Vier Menschen starben Ende 2017 bei einem Wohnhausbrand in Saarbrücken. Die mutmaßliche Brandstifterin schweigt zu den Vorwürfen.

Saarbrücken - Vier Menschen sind Ende 2017 in einem brennenden Haus in Saarbrücken ums Leben gekommen - jetzt steht die mutmaßliche Brandstifterin vor Gericht. Die 38-Jährige werde sich vor Gericht nicht äußern, kündigte einer ihrer Pflichtverteidiger beim Prozessauftakt am Mittwoch vor dem Landgericht Saarbrücken an. Seine Mandantin werde weder Angaben zu ihrer Person noch zur Sache machen. Die Frau, die bei der Verlesung der Anklage weinte, muss sich dort wegen Brandstiftung mit Todesfolge verantworten.

Beim Wohnhausbrand in Saarbrücken starben vier Menschen.

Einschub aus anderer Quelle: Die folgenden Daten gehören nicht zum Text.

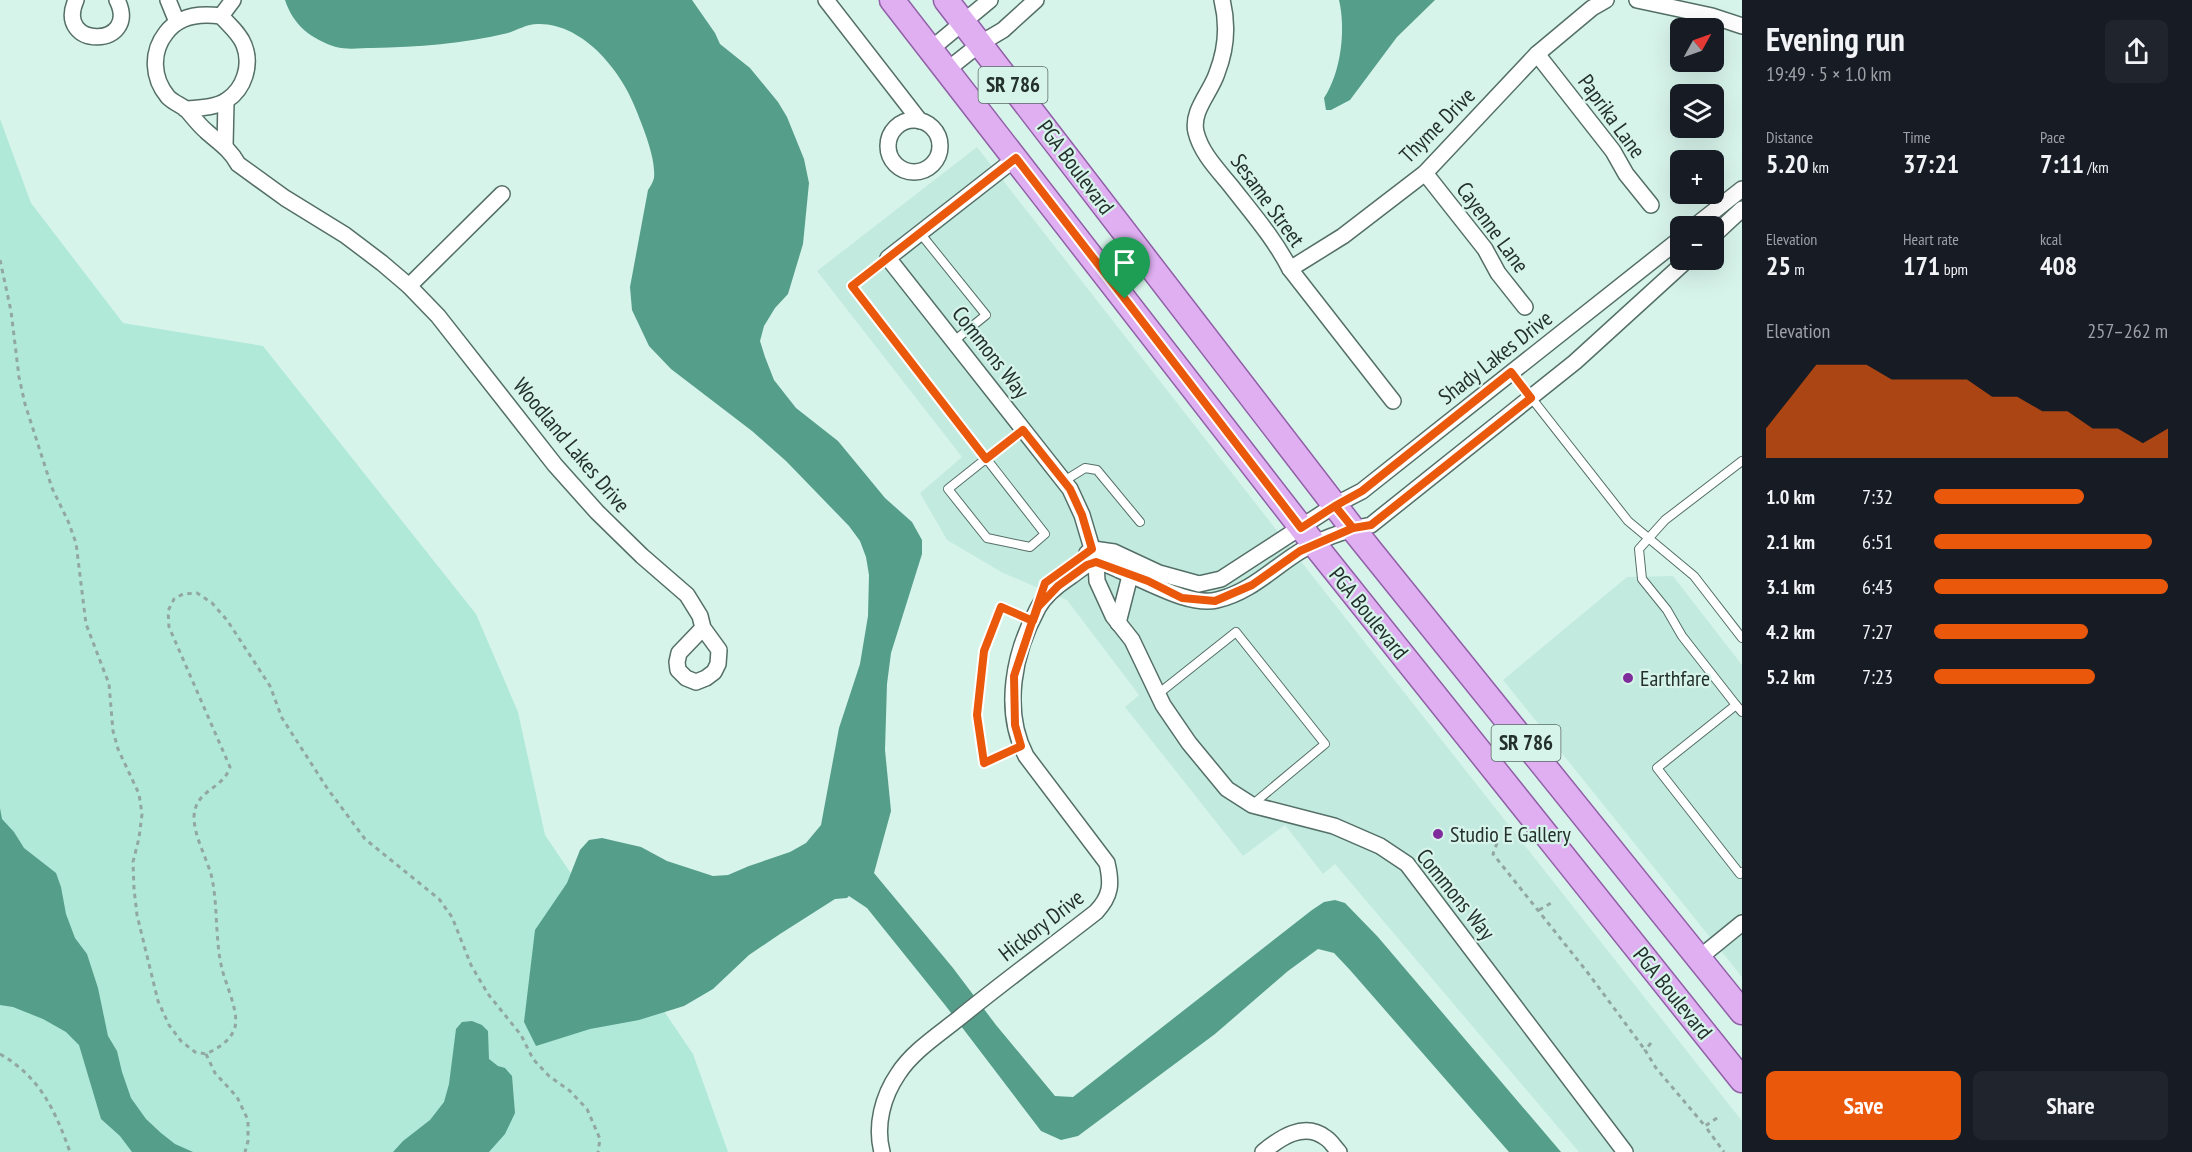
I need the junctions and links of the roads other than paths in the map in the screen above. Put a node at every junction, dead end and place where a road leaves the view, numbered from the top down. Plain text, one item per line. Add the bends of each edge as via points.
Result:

Laut Anklage soll die deutsche Staatsbürgerin am Morgen des 3. Dezember 2017 Alkohol und Drogen zu sich genommen und mittags in ihrem Bett ein Feuer gelegt haben. Danach verließ sie das sechsstöckige Wohn- und Geschäftshaus. Vier Männer (29, 46, 69 und 70 Jahre) starben an Rauchgasvergiftungen. Bis zum 19. Juli sind sechs weitere Verhandlungstage angesetzt.